◆ **Your instructions**
Report each line of the entries that includes "from" by copying it.

··· Task inputs ···

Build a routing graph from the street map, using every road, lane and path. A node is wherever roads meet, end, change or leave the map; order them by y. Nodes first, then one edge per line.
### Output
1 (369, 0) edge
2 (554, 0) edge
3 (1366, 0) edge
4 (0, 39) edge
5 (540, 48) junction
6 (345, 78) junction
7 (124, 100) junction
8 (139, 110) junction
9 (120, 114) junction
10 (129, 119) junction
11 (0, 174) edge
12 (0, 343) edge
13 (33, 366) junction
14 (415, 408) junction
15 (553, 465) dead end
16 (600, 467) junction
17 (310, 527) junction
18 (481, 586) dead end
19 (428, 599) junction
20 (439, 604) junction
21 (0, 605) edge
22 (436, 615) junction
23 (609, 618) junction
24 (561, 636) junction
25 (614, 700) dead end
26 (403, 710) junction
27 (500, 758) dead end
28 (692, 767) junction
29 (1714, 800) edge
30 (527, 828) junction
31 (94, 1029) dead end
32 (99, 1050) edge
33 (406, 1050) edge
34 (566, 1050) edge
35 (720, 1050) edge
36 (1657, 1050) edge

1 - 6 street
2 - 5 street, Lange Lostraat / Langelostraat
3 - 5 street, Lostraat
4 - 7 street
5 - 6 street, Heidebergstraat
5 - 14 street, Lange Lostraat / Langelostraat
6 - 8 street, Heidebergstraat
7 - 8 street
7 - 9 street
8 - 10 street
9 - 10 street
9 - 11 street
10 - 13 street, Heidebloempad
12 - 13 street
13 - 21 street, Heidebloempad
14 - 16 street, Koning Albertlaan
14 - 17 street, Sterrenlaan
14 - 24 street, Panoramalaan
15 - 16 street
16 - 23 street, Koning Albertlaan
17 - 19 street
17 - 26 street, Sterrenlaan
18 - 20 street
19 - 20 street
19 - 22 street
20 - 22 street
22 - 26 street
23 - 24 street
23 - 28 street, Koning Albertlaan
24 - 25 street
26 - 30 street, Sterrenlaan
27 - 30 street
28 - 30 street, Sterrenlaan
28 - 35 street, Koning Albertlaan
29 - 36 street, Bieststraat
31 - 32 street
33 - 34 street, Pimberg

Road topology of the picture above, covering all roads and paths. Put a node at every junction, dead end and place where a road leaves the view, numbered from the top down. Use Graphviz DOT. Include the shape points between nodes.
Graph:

···
··· Task inputs ···

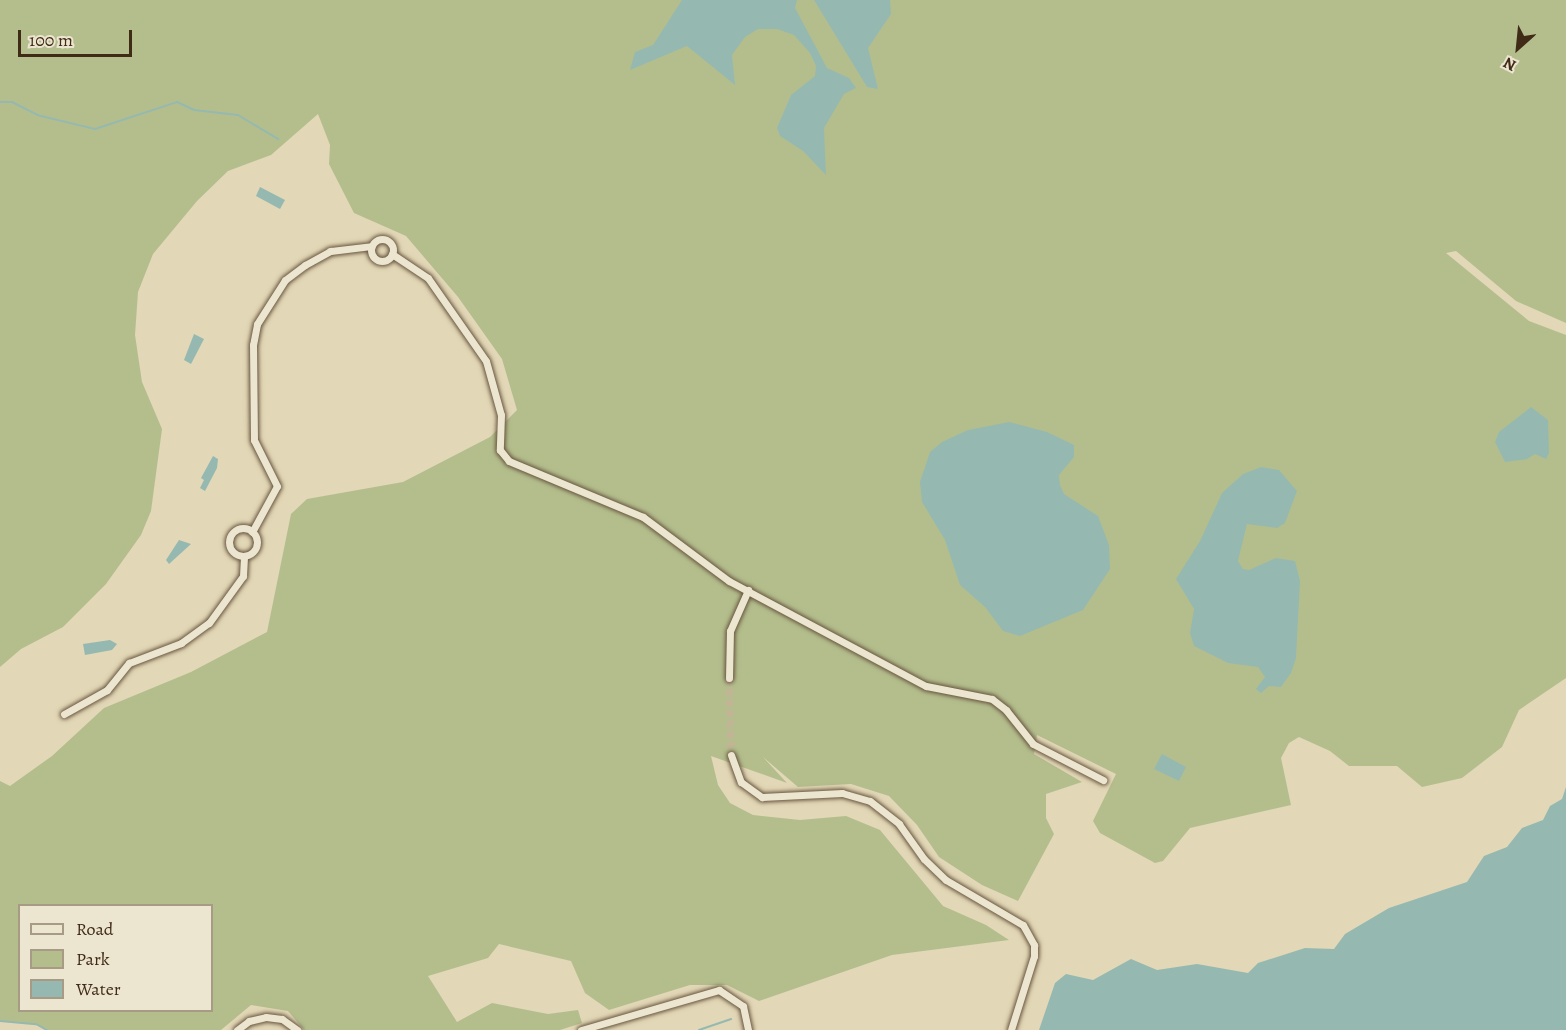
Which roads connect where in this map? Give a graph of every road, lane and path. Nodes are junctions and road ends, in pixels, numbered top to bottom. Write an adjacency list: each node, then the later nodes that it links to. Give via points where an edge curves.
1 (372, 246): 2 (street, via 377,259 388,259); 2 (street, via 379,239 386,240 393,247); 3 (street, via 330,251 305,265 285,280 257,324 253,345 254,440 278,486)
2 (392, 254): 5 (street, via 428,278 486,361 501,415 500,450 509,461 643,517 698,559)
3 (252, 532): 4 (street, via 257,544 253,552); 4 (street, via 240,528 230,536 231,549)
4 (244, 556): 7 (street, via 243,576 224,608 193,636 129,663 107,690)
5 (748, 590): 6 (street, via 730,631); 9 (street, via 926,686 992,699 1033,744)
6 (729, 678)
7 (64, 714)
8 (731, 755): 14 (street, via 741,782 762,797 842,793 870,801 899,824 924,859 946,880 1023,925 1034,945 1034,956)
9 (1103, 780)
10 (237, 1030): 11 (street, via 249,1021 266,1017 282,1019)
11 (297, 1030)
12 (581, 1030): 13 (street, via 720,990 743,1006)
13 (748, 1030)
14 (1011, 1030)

···
··· Task inputs ···

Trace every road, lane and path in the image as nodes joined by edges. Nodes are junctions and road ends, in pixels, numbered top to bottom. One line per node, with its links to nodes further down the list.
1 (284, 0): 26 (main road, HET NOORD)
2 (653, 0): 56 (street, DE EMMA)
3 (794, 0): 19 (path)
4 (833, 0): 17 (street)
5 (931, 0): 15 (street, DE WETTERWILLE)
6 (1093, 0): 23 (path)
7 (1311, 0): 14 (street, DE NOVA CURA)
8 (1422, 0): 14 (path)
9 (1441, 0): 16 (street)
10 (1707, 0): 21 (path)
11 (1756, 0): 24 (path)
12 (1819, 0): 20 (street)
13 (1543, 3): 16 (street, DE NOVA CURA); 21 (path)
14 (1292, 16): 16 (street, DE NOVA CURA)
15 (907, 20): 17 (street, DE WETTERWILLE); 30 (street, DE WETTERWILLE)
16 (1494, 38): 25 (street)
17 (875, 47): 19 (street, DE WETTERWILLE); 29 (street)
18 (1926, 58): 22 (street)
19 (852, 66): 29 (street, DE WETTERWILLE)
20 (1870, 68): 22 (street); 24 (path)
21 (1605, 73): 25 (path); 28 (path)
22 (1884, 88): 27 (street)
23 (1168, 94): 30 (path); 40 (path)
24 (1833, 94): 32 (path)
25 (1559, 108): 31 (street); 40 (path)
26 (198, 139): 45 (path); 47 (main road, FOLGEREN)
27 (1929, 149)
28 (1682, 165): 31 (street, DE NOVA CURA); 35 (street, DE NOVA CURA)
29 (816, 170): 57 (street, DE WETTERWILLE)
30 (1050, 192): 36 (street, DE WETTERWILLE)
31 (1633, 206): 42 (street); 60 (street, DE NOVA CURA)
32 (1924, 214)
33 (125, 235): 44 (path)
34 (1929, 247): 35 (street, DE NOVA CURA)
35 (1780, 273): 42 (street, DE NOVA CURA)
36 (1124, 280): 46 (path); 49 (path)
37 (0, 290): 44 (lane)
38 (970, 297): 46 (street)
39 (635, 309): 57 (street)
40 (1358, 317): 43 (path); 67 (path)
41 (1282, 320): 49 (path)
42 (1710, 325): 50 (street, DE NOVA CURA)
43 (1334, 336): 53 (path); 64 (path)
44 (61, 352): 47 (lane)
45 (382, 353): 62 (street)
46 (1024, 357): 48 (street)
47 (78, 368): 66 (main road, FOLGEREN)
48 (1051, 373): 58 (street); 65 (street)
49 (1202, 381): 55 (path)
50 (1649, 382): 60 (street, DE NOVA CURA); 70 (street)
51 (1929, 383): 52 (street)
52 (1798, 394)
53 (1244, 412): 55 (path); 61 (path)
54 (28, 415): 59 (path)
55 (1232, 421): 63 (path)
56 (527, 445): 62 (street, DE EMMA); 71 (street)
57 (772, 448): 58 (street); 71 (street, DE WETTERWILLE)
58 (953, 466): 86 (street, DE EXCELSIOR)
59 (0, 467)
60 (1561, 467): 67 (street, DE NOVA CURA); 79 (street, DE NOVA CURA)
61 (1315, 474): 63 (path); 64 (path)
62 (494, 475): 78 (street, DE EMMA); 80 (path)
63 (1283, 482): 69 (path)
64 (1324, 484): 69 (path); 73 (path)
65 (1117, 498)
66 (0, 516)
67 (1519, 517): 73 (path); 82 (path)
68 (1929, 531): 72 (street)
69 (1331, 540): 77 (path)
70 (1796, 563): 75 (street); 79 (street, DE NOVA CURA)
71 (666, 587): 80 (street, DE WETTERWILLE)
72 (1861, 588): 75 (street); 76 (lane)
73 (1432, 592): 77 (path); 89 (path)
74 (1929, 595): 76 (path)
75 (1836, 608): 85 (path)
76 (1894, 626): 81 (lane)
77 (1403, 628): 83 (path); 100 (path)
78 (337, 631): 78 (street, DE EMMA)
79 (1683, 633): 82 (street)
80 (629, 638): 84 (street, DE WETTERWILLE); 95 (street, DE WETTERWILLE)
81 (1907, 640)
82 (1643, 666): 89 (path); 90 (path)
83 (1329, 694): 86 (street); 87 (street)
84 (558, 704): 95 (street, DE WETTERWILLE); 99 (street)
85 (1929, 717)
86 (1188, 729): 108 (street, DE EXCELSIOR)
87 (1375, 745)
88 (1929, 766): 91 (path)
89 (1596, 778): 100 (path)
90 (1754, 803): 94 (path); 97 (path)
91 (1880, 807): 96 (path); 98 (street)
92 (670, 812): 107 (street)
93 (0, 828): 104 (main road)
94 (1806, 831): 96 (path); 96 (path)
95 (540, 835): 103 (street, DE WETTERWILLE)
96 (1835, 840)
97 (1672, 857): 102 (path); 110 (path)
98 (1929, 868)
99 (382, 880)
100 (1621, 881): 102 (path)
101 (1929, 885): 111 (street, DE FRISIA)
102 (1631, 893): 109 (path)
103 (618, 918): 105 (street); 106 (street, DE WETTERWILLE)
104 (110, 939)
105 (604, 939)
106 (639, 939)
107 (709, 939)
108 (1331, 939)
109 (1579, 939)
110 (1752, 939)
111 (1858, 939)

···

◆ **Exercise result**
Build a routing graph from the street map, using every road, lane and path. A node is wherever roads meet, end, change or leave the map; order them by y. Nodes first, then one edge per line.
Road topology of the picture above, covering all roads and paths. Put a node at every junction, dead end and place where a road leaves the view, numbered from the top down. Use Graphviz DOT. Include the shape points between nodes.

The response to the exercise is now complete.